TASK STATEMENT:
Going through the listing below, tally the lines that contain the word "size" and give only that figure.

[Opening SUPPLIED RECORDS section]

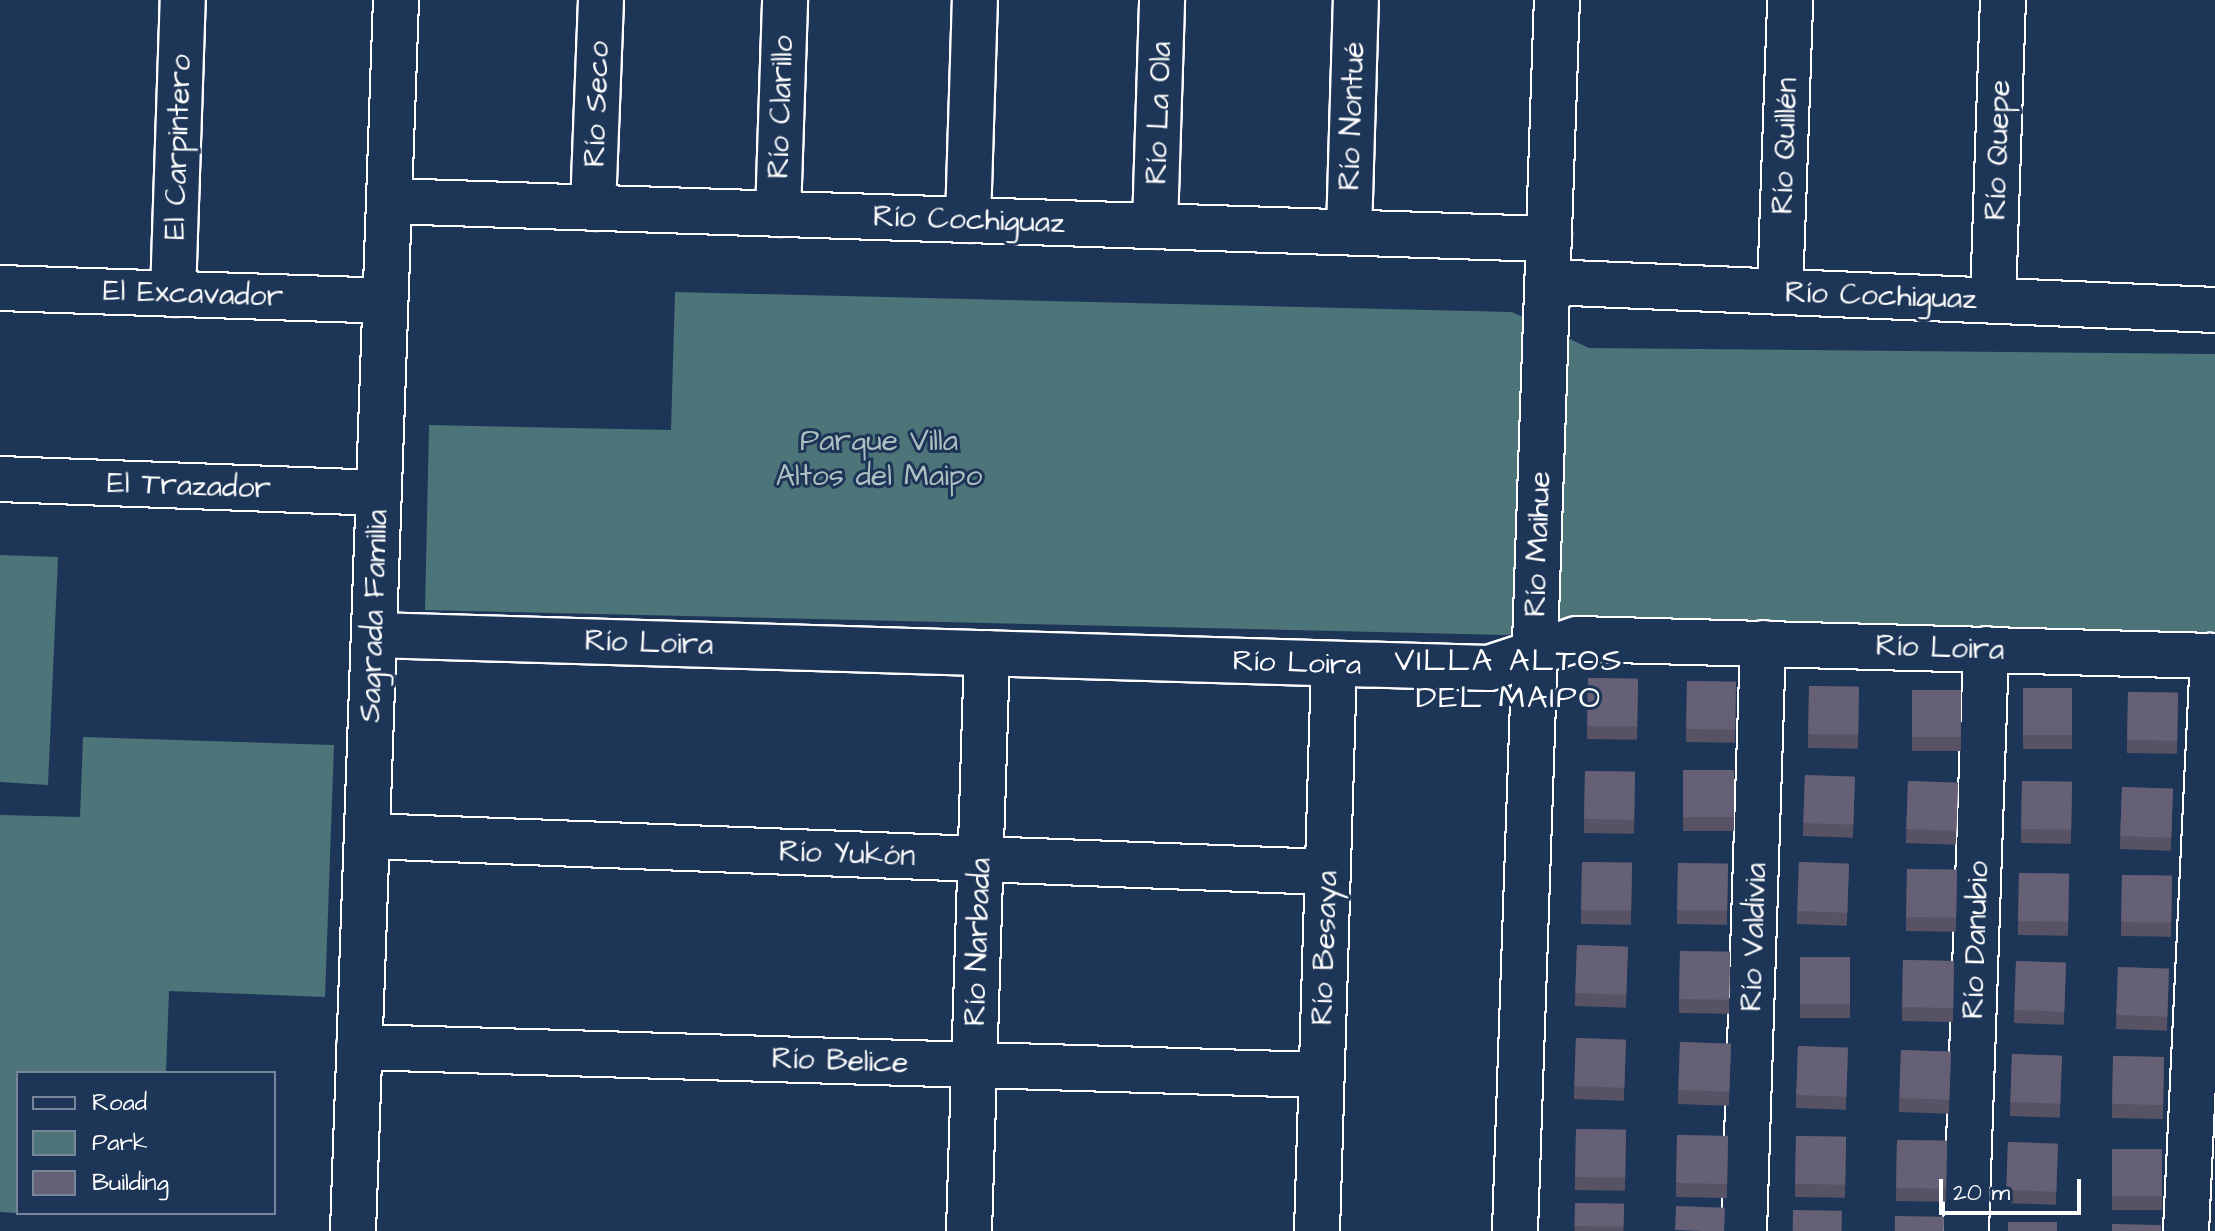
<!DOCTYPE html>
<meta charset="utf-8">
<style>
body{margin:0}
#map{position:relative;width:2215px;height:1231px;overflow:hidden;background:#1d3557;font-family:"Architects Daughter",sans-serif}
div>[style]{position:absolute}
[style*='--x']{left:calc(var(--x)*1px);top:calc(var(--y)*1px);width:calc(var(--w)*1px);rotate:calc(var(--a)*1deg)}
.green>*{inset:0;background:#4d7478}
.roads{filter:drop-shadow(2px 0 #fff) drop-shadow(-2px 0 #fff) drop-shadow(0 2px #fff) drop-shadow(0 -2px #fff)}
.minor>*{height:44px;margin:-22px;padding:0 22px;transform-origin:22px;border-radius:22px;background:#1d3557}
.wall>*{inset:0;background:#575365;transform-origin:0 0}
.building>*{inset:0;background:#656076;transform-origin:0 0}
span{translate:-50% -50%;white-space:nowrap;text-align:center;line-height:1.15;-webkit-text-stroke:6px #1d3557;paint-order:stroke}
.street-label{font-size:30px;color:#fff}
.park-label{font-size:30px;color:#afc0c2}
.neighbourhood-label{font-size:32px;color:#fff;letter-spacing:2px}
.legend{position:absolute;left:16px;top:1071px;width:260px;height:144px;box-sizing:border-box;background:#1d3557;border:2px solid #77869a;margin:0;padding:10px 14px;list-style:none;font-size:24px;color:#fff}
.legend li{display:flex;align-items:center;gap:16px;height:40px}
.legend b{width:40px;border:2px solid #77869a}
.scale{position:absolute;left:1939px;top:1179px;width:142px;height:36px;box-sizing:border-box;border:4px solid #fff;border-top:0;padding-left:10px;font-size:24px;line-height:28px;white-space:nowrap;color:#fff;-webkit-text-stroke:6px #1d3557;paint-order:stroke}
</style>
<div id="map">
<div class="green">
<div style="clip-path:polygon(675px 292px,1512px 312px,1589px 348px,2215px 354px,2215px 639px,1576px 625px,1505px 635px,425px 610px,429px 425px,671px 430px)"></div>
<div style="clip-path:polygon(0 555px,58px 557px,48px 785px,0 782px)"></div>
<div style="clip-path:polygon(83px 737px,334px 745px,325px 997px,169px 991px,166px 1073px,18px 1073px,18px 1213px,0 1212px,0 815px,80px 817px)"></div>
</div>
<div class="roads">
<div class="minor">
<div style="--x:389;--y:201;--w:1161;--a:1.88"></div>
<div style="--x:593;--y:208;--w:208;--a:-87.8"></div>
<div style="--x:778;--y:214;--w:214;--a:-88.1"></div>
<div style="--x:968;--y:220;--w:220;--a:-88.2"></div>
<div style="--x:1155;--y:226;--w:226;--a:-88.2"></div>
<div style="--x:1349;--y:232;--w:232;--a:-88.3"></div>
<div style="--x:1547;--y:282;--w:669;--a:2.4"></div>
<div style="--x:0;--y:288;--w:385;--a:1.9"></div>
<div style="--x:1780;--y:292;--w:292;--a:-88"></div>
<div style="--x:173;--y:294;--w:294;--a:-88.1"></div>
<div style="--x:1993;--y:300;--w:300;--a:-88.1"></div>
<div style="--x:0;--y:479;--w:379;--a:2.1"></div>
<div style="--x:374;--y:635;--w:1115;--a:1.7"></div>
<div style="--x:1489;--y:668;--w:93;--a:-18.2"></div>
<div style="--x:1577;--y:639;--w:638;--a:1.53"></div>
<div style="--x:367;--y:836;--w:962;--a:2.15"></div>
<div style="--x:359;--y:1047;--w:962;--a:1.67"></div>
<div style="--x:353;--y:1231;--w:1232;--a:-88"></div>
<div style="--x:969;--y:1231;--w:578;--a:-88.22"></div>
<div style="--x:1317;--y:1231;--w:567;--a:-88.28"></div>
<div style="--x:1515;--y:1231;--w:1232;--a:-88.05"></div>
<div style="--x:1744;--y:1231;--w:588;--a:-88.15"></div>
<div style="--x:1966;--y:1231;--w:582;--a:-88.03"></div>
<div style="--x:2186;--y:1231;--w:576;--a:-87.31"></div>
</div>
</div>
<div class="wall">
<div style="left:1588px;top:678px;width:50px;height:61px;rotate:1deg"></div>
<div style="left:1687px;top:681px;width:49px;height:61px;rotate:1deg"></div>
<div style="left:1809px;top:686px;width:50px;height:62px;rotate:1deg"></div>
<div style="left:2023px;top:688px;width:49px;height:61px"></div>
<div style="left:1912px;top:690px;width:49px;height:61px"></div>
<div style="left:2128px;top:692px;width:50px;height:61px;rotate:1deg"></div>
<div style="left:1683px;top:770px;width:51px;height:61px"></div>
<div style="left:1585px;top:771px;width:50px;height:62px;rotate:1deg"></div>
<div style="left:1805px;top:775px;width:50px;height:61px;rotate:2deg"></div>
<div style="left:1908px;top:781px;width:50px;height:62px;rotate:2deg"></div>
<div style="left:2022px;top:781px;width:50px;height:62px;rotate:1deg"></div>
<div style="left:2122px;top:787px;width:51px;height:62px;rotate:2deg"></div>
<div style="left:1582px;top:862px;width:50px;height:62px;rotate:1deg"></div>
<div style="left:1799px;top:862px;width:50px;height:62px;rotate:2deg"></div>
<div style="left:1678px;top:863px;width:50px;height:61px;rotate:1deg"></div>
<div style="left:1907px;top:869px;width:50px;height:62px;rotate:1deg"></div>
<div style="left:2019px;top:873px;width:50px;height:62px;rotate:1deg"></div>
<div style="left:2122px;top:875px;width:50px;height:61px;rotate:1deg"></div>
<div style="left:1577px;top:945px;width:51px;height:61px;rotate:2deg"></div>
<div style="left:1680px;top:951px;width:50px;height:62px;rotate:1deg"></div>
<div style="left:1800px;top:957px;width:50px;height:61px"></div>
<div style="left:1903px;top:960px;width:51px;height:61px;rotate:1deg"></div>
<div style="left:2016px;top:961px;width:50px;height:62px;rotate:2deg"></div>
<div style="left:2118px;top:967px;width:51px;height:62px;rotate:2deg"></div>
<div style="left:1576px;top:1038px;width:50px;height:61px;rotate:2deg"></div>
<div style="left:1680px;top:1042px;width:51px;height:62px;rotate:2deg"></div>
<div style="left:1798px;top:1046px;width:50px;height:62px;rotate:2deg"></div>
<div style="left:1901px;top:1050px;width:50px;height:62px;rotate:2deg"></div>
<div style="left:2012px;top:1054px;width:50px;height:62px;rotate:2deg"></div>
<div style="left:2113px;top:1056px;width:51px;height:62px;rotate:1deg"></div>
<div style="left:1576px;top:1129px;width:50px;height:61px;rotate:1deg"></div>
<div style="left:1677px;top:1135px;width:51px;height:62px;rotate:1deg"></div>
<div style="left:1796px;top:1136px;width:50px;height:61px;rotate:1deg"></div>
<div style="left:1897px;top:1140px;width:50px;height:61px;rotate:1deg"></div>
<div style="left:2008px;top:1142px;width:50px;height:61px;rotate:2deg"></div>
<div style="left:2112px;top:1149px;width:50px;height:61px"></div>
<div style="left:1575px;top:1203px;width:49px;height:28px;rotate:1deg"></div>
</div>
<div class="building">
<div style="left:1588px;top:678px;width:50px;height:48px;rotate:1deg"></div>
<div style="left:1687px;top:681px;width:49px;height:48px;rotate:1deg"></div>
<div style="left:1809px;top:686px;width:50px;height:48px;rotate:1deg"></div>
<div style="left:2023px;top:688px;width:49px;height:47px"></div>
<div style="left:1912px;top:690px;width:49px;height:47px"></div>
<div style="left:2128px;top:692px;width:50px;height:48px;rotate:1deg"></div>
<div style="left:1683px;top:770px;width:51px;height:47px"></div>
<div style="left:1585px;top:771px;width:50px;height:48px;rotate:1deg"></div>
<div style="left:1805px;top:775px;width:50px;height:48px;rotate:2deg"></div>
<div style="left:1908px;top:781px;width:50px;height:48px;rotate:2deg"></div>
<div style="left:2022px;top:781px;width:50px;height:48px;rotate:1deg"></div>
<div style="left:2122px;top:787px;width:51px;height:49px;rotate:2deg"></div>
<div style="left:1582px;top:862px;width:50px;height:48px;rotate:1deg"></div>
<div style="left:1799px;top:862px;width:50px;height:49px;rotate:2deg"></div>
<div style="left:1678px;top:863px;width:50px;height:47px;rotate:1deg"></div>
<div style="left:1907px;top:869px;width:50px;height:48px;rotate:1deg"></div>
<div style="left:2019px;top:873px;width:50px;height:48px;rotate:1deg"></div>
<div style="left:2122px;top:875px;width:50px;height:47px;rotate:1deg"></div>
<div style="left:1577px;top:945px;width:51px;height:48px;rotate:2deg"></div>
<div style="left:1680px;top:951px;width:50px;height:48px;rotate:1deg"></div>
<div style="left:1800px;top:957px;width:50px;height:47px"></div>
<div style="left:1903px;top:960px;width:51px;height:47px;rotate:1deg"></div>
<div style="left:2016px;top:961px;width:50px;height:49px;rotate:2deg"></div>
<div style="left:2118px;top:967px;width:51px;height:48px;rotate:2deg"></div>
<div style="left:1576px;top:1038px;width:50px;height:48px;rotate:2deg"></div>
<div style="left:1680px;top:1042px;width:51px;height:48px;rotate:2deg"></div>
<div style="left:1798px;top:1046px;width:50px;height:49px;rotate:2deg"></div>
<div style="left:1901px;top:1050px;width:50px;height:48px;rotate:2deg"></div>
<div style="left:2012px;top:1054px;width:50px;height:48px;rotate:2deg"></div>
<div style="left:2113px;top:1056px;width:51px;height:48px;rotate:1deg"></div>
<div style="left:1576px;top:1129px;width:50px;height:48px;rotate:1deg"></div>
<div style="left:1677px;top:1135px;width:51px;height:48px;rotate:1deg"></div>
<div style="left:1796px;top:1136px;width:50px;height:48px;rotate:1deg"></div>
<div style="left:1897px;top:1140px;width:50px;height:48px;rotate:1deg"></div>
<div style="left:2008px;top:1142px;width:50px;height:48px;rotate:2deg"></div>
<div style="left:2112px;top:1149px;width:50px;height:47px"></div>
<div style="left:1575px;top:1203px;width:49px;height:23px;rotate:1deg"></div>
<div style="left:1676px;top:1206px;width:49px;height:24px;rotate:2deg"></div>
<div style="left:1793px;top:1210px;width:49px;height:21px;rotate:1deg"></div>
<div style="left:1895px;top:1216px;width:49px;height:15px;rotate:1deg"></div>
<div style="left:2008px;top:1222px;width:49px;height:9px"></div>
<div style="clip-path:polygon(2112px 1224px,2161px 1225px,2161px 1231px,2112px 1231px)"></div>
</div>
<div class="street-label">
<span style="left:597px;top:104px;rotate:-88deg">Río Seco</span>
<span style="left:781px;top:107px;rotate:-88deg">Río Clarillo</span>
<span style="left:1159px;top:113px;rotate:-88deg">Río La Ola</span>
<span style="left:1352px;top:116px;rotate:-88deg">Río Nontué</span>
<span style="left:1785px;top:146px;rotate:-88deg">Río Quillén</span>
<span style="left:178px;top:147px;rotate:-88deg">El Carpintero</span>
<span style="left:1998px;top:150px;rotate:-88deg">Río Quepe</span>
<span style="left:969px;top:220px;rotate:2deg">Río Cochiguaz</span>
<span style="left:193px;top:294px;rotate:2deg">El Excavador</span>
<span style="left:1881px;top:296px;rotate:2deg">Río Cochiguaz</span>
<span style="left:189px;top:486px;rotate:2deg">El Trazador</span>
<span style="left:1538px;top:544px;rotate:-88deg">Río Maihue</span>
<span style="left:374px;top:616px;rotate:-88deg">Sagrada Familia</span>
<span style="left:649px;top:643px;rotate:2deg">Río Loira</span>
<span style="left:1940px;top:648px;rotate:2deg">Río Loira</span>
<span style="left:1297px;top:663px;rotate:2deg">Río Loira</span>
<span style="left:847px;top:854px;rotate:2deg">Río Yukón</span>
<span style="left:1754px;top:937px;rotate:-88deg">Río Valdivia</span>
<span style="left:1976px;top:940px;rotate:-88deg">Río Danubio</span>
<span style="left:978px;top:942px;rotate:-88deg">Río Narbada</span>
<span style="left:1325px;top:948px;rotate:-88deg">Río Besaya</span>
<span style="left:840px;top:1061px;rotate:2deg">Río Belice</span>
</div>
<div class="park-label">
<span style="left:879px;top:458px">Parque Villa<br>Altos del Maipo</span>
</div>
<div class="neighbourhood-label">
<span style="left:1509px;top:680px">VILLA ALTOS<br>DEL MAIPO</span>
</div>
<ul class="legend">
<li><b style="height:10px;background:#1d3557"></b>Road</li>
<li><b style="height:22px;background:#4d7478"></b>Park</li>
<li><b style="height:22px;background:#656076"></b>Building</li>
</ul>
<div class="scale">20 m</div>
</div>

[Closing SUPPLIED RECORDS section]

EXERCISE OUTPUT:
5